The War You Can’t Win
Steven Hayes was a psychology professor who couldn’t stop having panic attacks — and his expertise was making them worse.
Every technique Hayes knew told him to control his anxiety. Challenge the irrational thoughts. Relax the body. Manage the symptoms. The more he fought, the worse it got. His career nearly collapsed — not from the panic itself, but from the war against it.
That war became the foundation of Acceptance and Commitment Therapy. Hayes’s insight: the struggle to control difficult thoughts and emotions isn’t the solution. It’s the problem. He called the alternative psychological flexibility — the capacity to feel what you’re feeling, think what you’re thinking, and still act on what matters to you.

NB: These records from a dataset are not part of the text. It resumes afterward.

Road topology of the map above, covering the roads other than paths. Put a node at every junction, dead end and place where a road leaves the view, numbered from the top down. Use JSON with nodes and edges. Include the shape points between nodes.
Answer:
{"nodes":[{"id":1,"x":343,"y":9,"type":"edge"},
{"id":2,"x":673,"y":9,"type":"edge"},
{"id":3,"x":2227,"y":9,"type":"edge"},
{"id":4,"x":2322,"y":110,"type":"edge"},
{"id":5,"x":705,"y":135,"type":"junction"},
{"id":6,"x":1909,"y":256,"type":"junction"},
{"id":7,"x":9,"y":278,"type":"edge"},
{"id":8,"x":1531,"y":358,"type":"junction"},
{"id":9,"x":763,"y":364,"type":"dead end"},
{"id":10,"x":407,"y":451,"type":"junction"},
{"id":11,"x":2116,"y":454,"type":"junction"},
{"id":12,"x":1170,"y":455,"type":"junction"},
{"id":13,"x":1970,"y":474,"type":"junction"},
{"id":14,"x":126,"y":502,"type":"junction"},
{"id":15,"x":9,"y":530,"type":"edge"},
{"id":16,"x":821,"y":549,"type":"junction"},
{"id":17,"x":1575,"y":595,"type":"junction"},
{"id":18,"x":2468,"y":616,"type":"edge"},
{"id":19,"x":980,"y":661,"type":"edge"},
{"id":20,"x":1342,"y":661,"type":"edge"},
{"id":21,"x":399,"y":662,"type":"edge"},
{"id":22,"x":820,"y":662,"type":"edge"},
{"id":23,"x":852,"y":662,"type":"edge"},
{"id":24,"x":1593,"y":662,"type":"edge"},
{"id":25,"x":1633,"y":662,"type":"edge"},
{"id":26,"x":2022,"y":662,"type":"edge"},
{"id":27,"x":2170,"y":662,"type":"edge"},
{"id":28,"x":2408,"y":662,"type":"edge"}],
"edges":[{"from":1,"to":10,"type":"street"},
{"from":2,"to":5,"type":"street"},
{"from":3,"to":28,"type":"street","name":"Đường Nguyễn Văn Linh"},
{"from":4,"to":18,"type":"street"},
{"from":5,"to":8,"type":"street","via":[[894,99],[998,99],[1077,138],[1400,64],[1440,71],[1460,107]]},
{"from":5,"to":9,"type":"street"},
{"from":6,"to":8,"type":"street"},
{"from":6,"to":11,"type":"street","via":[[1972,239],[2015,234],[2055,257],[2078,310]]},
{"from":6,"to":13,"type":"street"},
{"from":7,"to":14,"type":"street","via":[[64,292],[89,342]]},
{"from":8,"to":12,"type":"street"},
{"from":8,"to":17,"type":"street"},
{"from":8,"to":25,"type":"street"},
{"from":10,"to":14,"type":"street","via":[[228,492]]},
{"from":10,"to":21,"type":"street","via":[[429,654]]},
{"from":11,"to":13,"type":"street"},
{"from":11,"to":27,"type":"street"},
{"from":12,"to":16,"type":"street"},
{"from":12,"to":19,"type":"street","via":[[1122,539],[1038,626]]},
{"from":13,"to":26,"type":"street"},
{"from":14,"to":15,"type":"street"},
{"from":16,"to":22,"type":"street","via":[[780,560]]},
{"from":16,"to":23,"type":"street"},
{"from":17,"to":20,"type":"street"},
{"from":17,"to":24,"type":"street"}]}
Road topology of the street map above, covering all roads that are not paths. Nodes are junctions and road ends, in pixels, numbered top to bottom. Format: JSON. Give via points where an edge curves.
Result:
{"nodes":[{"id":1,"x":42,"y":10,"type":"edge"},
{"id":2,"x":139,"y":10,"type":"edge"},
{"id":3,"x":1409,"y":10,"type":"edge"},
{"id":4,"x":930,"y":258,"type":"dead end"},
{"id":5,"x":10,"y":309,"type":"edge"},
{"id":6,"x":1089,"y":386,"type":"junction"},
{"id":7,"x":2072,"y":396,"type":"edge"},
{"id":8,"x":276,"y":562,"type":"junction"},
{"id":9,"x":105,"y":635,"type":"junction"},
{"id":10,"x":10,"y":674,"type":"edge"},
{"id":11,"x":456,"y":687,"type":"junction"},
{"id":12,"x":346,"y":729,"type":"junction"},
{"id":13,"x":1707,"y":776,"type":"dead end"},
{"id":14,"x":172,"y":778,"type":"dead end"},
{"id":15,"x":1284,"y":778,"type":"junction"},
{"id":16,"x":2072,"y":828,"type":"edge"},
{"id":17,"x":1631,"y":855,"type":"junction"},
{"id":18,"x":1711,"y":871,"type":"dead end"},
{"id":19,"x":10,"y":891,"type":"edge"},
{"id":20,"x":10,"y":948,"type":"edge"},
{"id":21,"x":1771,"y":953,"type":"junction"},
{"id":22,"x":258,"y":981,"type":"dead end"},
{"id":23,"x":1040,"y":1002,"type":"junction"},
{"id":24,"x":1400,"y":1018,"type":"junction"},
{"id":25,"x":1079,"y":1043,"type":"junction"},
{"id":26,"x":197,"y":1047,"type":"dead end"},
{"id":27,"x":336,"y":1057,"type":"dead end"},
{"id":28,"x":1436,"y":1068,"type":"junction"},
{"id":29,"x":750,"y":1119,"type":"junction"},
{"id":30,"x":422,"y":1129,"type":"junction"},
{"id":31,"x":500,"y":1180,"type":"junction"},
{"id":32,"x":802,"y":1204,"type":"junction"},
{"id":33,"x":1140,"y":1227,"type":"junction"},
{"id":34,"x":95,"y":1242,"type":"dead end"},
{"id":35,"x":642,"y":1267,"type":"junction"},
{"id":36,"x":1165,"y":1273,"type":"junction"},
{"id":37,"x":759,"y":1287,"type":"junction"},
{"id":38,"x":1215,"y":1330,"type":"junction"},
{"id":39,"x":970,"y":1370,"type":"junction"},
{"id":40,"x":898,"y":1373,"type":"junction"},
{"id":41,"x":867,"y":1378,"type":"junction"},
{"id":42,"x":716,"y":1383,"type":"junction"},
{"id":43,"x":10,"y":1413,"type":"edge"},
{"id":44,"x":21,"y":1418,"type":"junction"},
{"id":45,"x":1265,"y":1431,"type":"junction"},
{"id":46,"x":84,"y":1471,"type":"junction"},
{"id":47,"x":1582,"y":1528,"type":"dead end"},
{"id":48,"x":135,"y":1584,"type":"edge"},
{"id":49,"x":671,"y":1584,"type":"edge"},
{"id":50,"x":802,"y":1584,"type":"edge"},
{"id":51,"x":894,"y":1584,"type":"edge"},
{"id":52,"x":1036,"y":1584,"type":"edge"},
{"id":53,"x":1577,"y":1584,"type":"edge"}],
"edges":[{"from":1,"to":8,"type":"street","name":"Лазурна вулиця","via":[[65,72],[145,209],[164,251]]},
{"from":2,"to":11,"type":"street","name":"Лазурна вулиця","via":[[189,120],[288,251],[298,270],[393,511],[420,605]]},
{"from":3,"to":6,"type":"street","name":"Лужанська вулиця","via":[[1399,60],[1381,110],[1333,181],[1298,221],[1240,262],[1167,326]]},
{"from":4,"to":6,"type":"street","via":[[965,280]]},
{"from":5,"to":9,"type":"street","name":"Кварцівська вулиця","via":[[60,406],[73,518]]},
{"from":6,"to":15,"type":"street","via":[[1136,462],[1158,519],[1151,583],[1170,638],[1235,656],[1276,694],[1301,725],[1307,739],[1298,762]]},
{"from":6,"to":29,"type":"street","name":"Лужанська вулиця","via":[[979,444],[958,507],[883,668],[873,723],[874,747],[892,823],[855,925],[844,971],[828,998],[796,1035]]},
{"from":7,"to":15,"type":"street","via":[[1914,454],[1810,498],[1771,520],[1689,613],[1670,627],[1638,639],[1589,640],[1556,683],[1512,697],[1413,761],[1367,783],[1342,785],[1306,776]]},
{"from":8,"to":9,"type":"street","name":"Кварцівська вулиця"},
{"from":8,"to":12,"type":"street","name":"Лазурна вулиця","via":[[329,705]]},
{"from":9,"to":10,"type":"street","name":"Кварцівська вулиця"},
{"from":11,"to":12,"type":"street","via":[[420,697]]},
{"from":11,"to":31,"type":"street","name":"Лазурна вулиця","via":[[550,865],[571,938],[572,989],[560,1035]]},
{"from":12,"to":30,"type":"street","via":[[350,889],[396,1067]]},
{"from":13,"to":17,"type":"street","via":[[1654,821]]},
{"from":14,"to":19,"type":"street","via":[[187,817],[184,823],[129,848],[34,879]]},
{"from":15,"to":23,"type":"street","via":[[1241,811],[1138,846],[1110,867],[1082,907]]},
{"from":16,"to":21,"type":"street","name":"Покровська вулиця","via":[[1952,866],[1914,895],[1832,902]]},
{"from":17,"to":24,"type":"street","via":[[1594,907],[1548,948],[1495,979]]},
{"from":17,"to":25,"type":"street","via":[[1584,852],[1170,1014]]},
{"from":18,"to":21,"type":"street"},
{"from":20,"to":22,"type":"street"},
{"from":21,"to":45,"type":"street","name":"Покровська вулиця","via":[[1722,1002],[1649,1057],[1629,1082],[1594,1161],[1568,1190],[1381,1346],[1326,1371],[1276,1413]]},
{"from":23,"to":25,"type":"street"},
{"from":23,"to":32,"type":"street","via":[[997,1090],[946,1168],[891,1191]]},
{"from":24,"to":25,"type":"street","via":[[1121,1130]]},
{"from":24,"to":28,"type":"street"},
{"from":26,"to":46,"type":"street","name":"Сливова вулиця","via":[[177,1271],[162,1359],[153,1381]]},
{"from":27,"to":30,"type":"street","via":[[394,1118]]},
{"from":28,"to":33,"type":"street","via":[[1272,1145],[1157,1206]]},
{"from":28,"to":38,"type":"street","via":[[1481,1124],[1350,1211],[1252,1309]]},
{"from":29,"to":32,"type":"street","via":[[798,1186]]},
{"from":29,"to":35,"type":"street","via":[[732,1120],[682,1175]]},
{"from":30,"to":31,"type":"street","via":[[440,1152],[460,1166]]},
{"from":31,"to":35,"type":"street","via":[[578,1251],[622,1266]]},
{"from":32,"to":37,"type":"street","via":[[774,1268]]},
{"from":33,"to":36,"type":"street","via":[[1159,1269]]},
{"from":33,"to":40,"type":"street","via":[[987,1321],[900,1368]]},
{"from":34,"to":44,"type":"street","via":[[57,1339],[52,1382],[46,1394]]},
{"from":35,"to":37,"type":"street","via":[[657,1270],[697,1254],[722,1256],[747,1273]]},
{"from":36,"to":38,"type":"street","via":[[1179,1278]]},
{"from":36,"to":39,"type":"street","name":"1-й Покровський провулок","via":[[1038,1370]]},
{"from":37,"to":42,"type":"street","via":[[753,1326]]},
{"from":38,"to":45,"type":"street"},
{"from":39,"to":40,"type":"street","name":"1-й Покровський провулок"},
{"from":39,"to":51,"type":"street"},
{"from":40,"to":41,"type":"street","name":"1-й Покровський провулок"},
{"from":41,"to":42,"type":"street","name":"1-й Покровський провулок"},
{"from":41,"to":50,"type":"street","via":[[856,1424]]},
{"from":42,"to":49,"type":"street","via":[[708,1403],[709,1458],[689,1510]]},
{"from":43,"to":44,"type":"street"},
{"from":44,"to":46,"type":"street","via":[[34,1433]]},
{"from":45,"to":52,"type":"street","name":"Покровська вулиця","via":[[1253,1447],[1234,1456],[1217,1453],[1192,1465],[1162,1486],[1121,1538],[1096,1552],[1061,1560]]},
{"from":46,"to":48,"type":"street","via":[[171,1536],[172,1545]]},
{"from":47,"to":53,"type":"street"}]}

The distinction is subtle but load-bearing. Flexibility doesn’t mean tolerating pain. It means the pain stops being a veto. You can be anxious and give the lecture. Grieving and still parent well. Furious and choose not to send the email.
This works because emotions aren’t instructions. They’re weather. Inflexibility treats a passing storm as a permanent climate — and builds the whole house around avoiding it. Flexibility lets you carry an umbrella and walk anyway.
Psychological inflexibility predicts depression, anxiety, substance abuse, and chronic pain more reliably than the specific symptoms themselves. It’s not what you feel that breaks you. It’s what you do — or stop doing — because of what you feel.
Hayes still gets anxious before lectures. He gives them anyway.